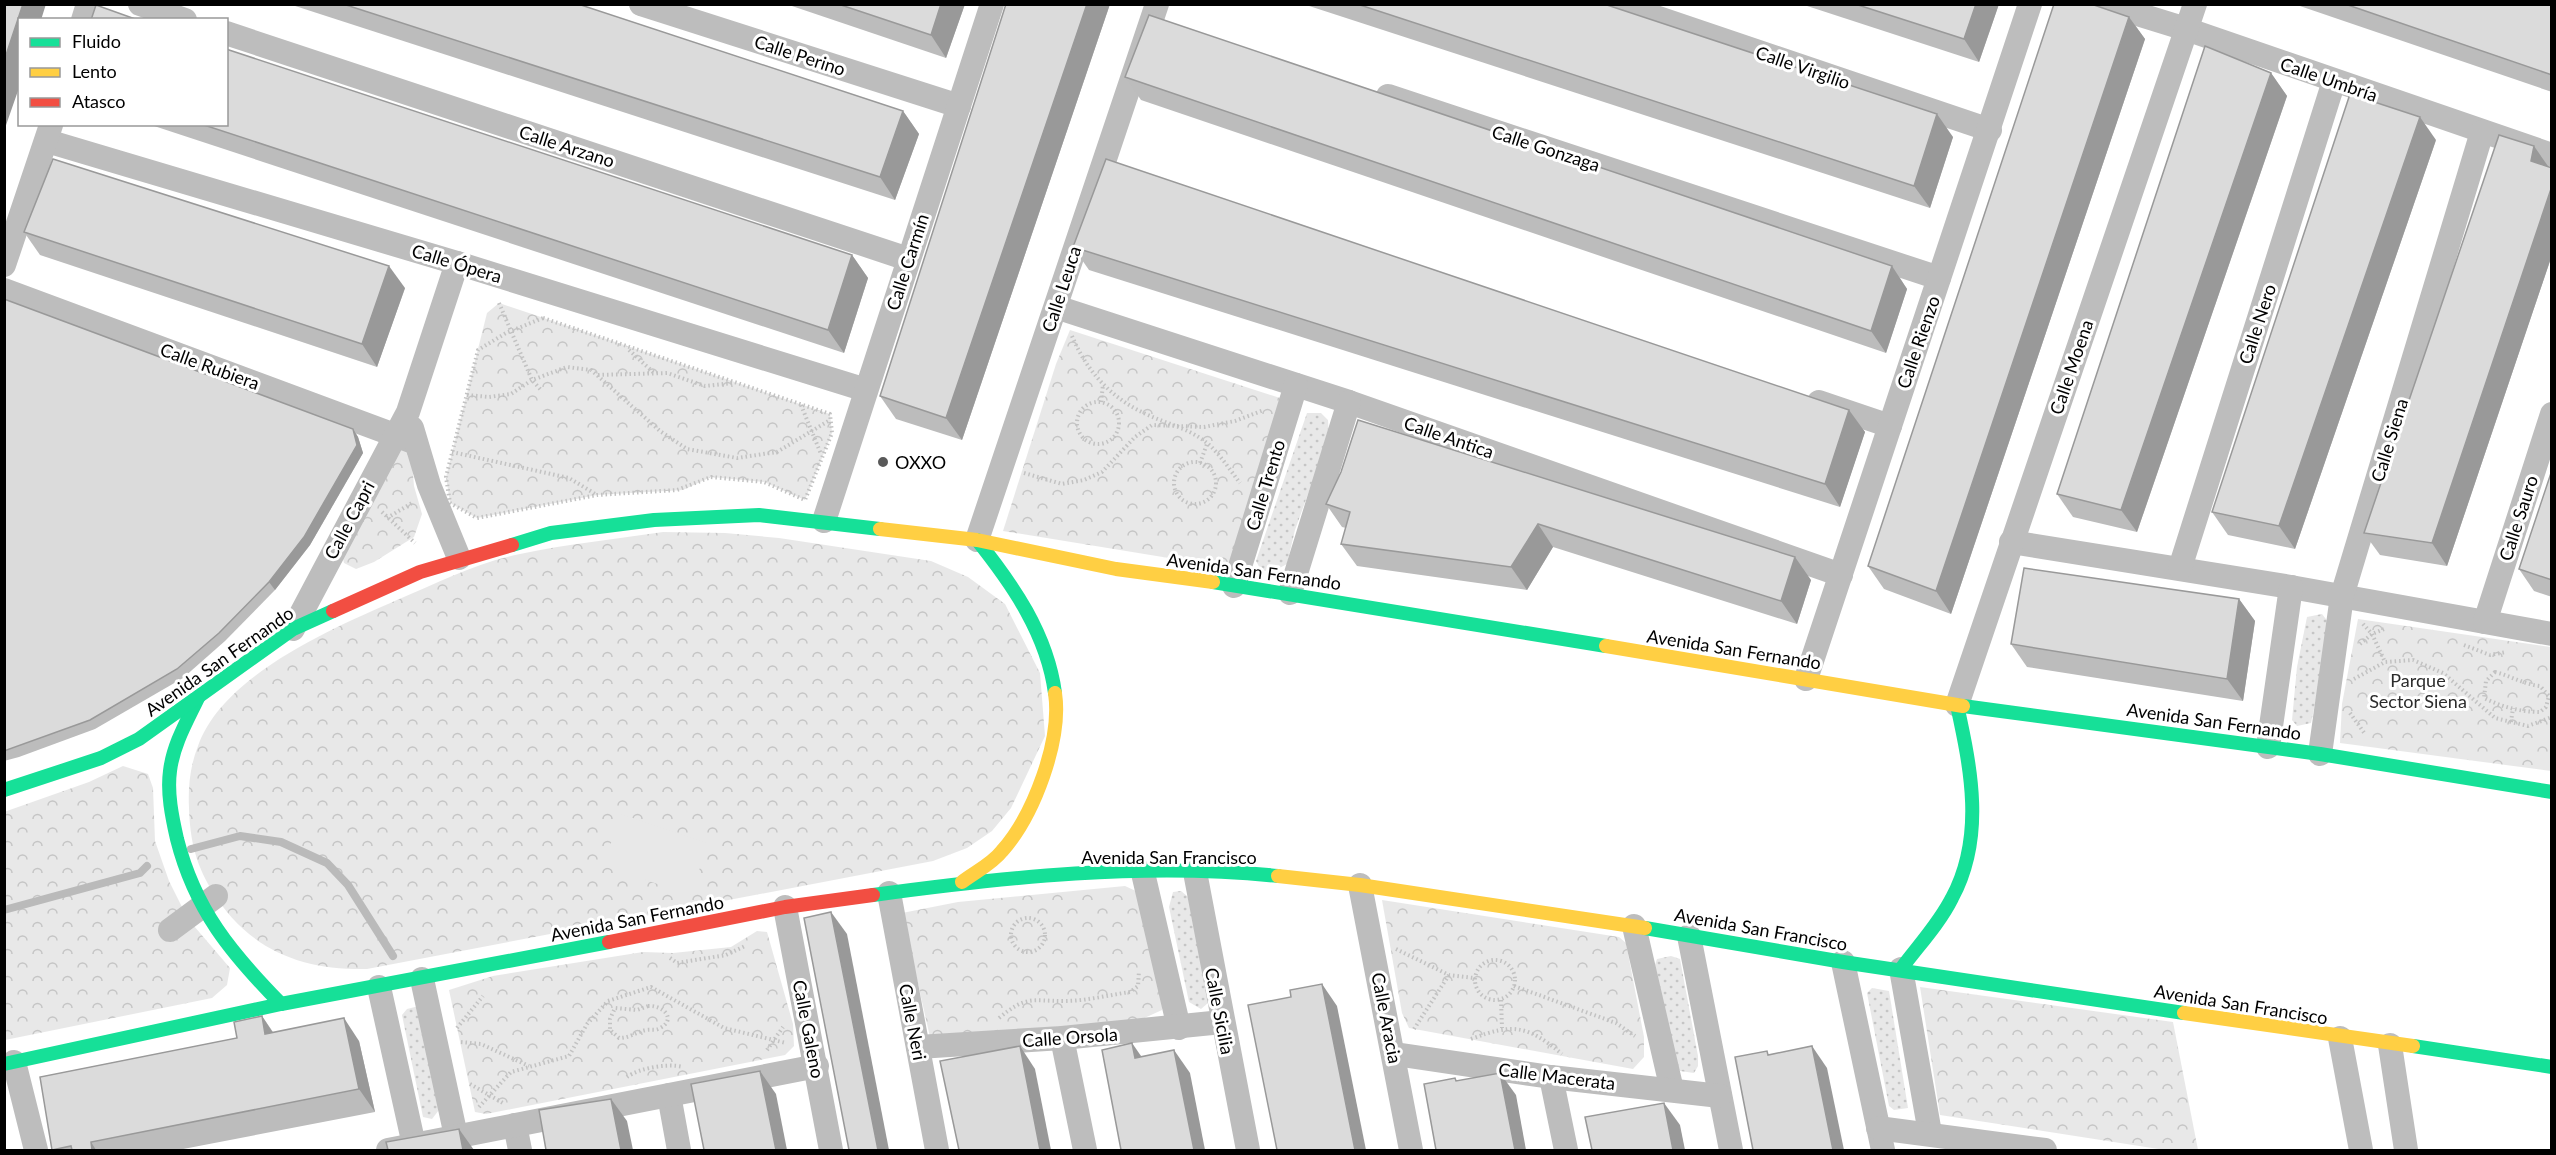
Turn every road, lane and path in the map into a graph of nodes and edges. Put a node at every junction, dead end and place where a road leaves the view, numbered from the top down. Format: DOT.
graph roads {
  1 [pos="140,4"];
  2 [pos="641,4"];
  3 [pos="992,4"];
  4 [pos="1617,4"];
  5 [pos="2030,4"];
  6 [pos="2105,4"];
  7 [pos="2195,4"];
  8 [pos="1161,16"];
  9 [pos="179,18"];
  10 [pos="2186,29"];
  11 [pos="228,34"];
  12 [pos="2334,81"];
  13 [pos="1366,88"];
  14 [pos="959,106"];
  15 [pos="1990,130"];
  16 [pos="2482,132"];
  17 [pos="49,133"];
  18 [pos="2552,155"];
  19 [pos="908,259"];
  20 [pos="457,262"];
  21 [pos="4,265"];
  22 [pos="1939,278"];
  23 [pos="4,290"];
  24 [pos="499,303"];
  25 [pos="1056,307"];
  26 [pos="1070,330"];
  27 [pos="512,331"];
  28 [pos="627,347"];
  29 [pos="1090,351"];
  30 [pos="1080,356"];
  31 [pos="1072,358"];
  32 [pos="654,374"];
  33 [pos="597,375"];
  34 [pos="532,380"];
  35 [pos="735,383"];
  36 [pos="1103,385"];
  37 [pos="1296,385"];
  38 [pos="541,390"];
  39 [pos="866,390"];
  40 [pos="466,395"];
  41 [pos="1800,395"];
  42 [pos="1101,402"];
  43 [pos="1349,402"];
  44 [pos="800,405"];
  45 [pos="1271,408"];
  46 [pos="2552,414"];
  47 [pos="831,420"];
  48 [pos="1177,425"];
  49 [pos="1890,426"];
  50 [pos="812,431"];
  51 [pos="405,439"];
  52 [pos="1207,443"];
  53 [pos="452,452"];
  54 [pos="822,457"];
  55 [pos="1200,463"];
  56 [pos="1021,472"];
  57 [pos="1246,490"];
  58 [pos="597,495"];
  59 [pos="418,499"];
  60 [pos="380,509"];
  61 [pos="387,518"];
  62 [pos="824,521"];
  63 [pos="977,540"];
  64 [pos="2011,542"];
  65 [pos="415,543"];
  66 [pos="459,558"];
  67 [pos="2180,568"];
  68 [pos="1841,574"];
  69 [pos="1234,586"];
  70 [pos="2291,587"];
  71 [pos="1290,593"];
  72 [pos="2343,596"];
  73 [pos="2358,619"];
  74 [pos="2485,622"];
  75 [pos="293,628"];
  76 [pos="2552,634"];
  77 [pos="2385,662"];
  78 [pos="1806,679"];
  79 [pos="2352,681"];
  80 [pos="199,697"];
  81 [pos="1957,705"];
  82 [pos="2513,708"];
  83 [pos="2348,710"];
  84 [pos="2552,717"];
  85 [pos="2511,722"];
  86 [pos="2368,739"];
  87 [pos="2268,747"];
  88 [pos="2320,754"];
  89 [pos="4,790"];
  90 [pos="2552,792"];
  91 [pos="1195,872"];
  92 [pos="1143,873"];
  93 [pos="961,883"];
  94 [pos="1360,885"];
  95 [pos="889,893"];
  96 [pos="208,902"];
  97 [pos="785,907"];
  98 [pos="1036,920"];
  99 [pos="1634,926"];
  100 [pos="170,930"];
  101 [pos="1689,936"];
  102 [pos="753,942"];
  103 [pos="660,952"];
  104 [pos="1392,957"];
  105 [pos="1843,962"];
  106 [pos="1139,966"];
  107 [pos="1901,969"];
  108 [pos="1449,975"];
  109 [pos="1474,978"];
  110 [pos="422,980"];
  111 [pos="1514,986"];
  112 [pos="379,987"];
  113 [pos="485,994"];
  114 [pos="1501,1000"];
  115 [pos="281,1004"];
  116 [pos="990,1022"];
  117 [pos="1222,1022"];
  118 [pos="786,1024"];
  119 [pos="1179,1028"];
  120 [pos="1502,1028"];
  121 [pos="1425,1031"];
  122 [pos="631,1038"];
  123 [pos="775,1038"];
  124 [pos="1062,1038"];
  125 [pos="1459,1038"];
  126 [pos="2340,1038"];
  127 [pos="1471,1040"];
  128 [pos="1480,1041"];
  129 [pos="461,1042"];
  130 [pos="1644,1042"];
  131 [pos="2390,1045"];
  132 [pos="794,1046"];
  133 [pos="918,1047"];
  134 [pos="463,1052"];
  135 [pos="764,1053"];
  136 [pos="1395,1054"];
  137 [pos="9,1063"];
  138 [pos="817,1066"];
  139 [pos="1553,1066"];
  140 [pos="530,1067"];
  141 [pos="2552,1067"];
  142 [pos="692,1070"];
  143 [pos="467,1074"];
  144 [pos="625,1078"];
  145 [pos="470,1084"];
  146 [pos="1672,1090"];
  147 [pos="471,1093"];
  148 [pos="669,1095"];
  149 [pos="489,1096"];
  150 [pos="1720,1096"];
  151 [pos="473,1102"];
  152 [pos="475,1112"];
  153 [pos="486,1114"];
  154 [pos="510,1115"];
  155 [pos="1930,1133"];
  156 [pos="456,1136"];
  157 [pos="1880,1139"];
  158 [pos="414,1145"];
  159 [pos="36,1150"];
  160 [pos="388,1150"];
  161 [pos="520,1150"];
  162 [pos="679,1150"];
  163 [pos="831,1150"];
  164 [pos="937,1150"];
  165 [pos="1085,1150"];
  166 [pos="1248,1150"];
  167 [pos="1412,1150"];
  168 [pos="1566,1150"];
  169 [pos="1731,1150"];
  170 [pos="2043,1150"];
  171 [pos="2361,1150"];
  172 [pos="2406,1150"];
  1 -- 9 [label="street"];
  2 -- 14 [label="street, Calle Perino"];
  3 -- 14 [label="street, Calle Carmín"];
  4 -- 15 [label="street, Calle Virgilio"];
  5 -- 15 [label="street, Calle Rienzo"];
  6 -- 10 [label="street, Calle Umbría"];
  7 -- 10 [label="street, Calle Moena"];
  8 -- 25 [label="street, Calle Leuca"];
  10 -- 12 [label="street, Calle Umbría"];
  10 -- 64 [label="street, Calle Moena"];
  11 -- 19 [label="street, Calle Arzano"];
  12 -- 16 [label="street, Calle Umbría"];
  12 -- 67 [label="street, Calle Nero"];
  13 -- 22 [label="street, Calle Gonzaga"];
  14 -- 19 [label="street, Calle Carmín"];
  15 -- 22 [label="street, Calle Rienzo"];
  16 -- 18 [label="street, Calle Umbría"];
  16 -- 72 [label="street, Calle Siena"];
  17 -- 20 [label="street, Calle Ópera"];
  17 -- 21 [label="street"];
  19 -- 39 [label="street, Calle Carmín"];
  20 -- 39 [label="street, Calle Ópera"];
  20 -- 51 [label="street"];
  22 -- 49 [label="street, Calle Rienzo"];
  23 -- 51 [label="street, Calle Rubiera"];
  24 -- 27 [label="path"];
  25 -- 37 [label="street, Calle Antica"];
  25 -- 63 [label="street, Calle Leuca"];
  26 -- 30 [label="path"];
  27 -- 28 [label="path"];
  27 -- 34 [label="path"];
  27 -- 40 [label="path"];
  28 -- 32 [label="path"];
  28 -- 35 [label="path"];
  29 -- 30 [label="path"];
  30 -- 31 [label="path"];
  30 -- 36 [label="path"];
  32 -- 33 [label="path"];
  32 -- 35 [label="path"];
  33 -- 34 [label="path"];
  33 -- 50 [label="path"];
  34 -- 38 [label="path"];
  34 -- 40 [label="path"];
  35 -- 44 [label="path"];
  36 -- 42 [label="path"];
  36 -- 48 [label="path"];
  37 -- 43 [label="street, Calle Antica"];
  37 -- 69 [label="street, Calle Trento"];
  39 -- 62 [label="street, Calle Carmín"];
  40 -- 53 [label="path"];
  41 -- 49 [label="street"];
  42 -- 42 [label="path"];
  43 -- 68 [label="street, Calle Antica"];
  43 -- 71 [label="street"];
  44 -- 50 [label="path"];
  44 -- 54 [label="path"];
  45 -- 48 [label="path"];
  46 -- 74 [label="street, Calle Sauro"];
  47 -- 50 [label="path"];
  48 -- 52 [label="path"];
  48 -- 56 [label="path"];
  49 -- 68 [label="street, Calle Rienzo"];
  50 -- 54 [label="path"];
  51 -- 66 [label="street"];
  51 -- 75 [label="street, Calle Capri"];
  52 -- 55 [label="path"];
  52 -- 57 [label="path"];
  53 -- 58 [label="path"];
  53 -- 58 [label="path"];
  54 -- 58 [label="path"];
  55 -- 55 [label="path"];
  59 -- 61 [label="path"];
  60 -- 61 [label="path"];
  61 -- 65 [label="path"];
  62 -- 63 [label="street, Avenida San Fernando"];
  62 -- 66 [label="street, Avenida San Fernando"];
  63 -- 69 [label="street, Avenida San Fernando"];
  63 -- 93 [label="street"];
  64 -- 67 [label="street"];
  64 -- 81 [label="street, Calle Moena"];
  66 -- 75 [label="street, Avenida San Fernando"];
  67 -- 70 [label="street"];
  68 -- 78 [label="street, Calle Rienzo"];
  69 -- 71 [label="street, Avenida San Fernando"];
  70 -- 72 [label="street"];
  70 -- 87 [label="street"];
  71 -- 78 [label="street, Avenida San Fernando"];
  72 -- 74 [label="street"];
  72 -- 88 [label="street, Calle Siena"];
  73 -- 77 [label="path"];
  74 -- 76 [label="street"];
  75 -- 80 [label="street, Avenida San Fernando"];
  77 -- 79 [label="path"];
  77 -- 85 [label="path"];
  78 -- 81 [label="street, Avenida San Fernando"];
  80 -- 89 [label="street, Avenida San Fernando"];
  80 -- 96 [label="street"];
  81 -- 87 [label="street, Avenida San Fernando"];
  81 -- 107 [label="street"];
  82 -- 82 [label="path"];
  82 -- 85 [label="path"];
  83 -- 86 [label="path"];
  84 -- 85 [label="path"];
  87 -- 88 [label="street, Avenida San Fernando"];
  88 -- 90 [label="street, Avenida San Fernando"];
  91 -- 92 [label="street, Avenida San Francisco"];
  91 -- 94 [label="street, Avenida San Francisco"];
  91 -- 117 [label="street, Calle Sicilia"];
  92 -- 93 [label="street, Avenida San Francisco"];
  92 -- 119 [label="street"];
  93 -- 95 [label="street, Avenida San Fernando"];
  94 -- 99 [label="street, Avenida San Francisco"];
  94 -- 136 [label="street, Calle Aracia"];
  95 -- 97 [label="street, Avenida San Fernando"];
  95 -- 133 [label="street, Calle Neri"];
  96 -- 100 [label="street"];
  96 -- 115 [label="street"];
  97 -- 110 [label="street, Avenida San Fernando"];
  97 -- 138 [label="street, Calle Galeno"];
  98 -- 98 [label="path"];
  99 -- 101 [label="street, Avenida San Francisco"];
  99 -- 146 [label="street"];
  101 -- 105 [label="street, Avenida San Francisco"];
  101 -- 150 [label="street"];
  102 -- 103 [label="path"];
  104 -- 108 [label="path"];
  105 -- 107 [label="street, Avenida San Francisco"];
  105 -- 157 [label="street"];
  106 -- 116 [label="path"];
  107 -- 126 [label="street, Avenida San Francisco"];
  107 -- 155 [label="street"];
  108 -- 109 [label="path"];
  108 -- 121 [label="path"];
  109 -- 111 [label="path"];
  109 -- 114 [label="path"];
  110 -- 112 [label="street, Avenida San Fernando"];
  110 -- 156 [label="street"];
  111 -- 114 [label="path"];
  111 -- 130 [label="path"];
  112 -- 115 [label="street, Avenida San Fernando"];
  112 -- 158 [label="street"];
  113 -- 129 [label="path"];
  114 -- 120 [label="path"];
  115 -- 137 [label="street, Avenida San Fernando"];
  117 -- 119 [label="street, Calle Orsola"];
  117 -- 166 [label="street, Calle Sicilia"];
  118 -- 123 [label="path"];
  119 -- 124 [label="street, Calle Orsola"];
  120 -- 127 [label="path"];
  120 -- 139 [label="path"];
  122 -- 122 [label="path"];
  123 -- 132 [label="path"];
  123 -- 135 [label="path"];
  123 -- 140 [label="path"];
  124 -- 133 [label="street, Calle Orsola"];
  124 -- 165 [label="street"];
  125 -- 127 [label="path"];
  126 -- 131 [label="street, Avenida San Francisco"];
  126 -- 171 [label="street"];
  127 -- 128 [label="path"];
  129 -- 134 [label="path"];
  129 -- 140 [label="path"];
  131 -- 141 [label="street, Avenida San Francisco"];
  131 -- 172 [label="street"];
  133 -- 164 [label="street, Calle Neri"];
  136 -- 139 [label="street, Calle Macerata"];
  136 -- 167 [label="street, Calle Aracia"];
  137 -- 159 [label="street"];
  138 -- 148 [label="street"];
  138 -- 163 [label="street, Calle Galeno"];
  139 -- 146 [label="street, Calle Macerata"];
  139 -- 168 [label="street"];
  140 -- 149 [label="path"];
  142 -- 144 [label="path"];
  143 -- 145 [label="path"];
  145 -- 147 [label="path"];
  145 -- 149 [label="path"];
  146 -- 150 [label="street, Calle Macerata"];
  148 -- 154 [label="street"];
  148 -- 162 [label="street"];
  149 -- 152 [label="path"];
  149 -- 154 [label="path"];
  150 -- 169 [label="street"];
  151 -- 152 [label="path"];
  152 -- 153 [label="path"];
  154 -- 156 [label="street"];
  154 -- 161 [label="street"];
  155 -- 157 [label="street"];
  155 -- 170 [label="street"];
  156 -- 158 [label="street"];
  158 -- 160 [label="street"];
}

# # # # #

* ACTION ITEM
Scan the material above. Return every line containing the string "Antica".

* RESULT OF THE TASK
  25 -- 37 [label="street, Calle Antica"];
  37 -- 43 [label="street, Calle Antica"];
  43 -- 68 [label="street, Calle Antica"];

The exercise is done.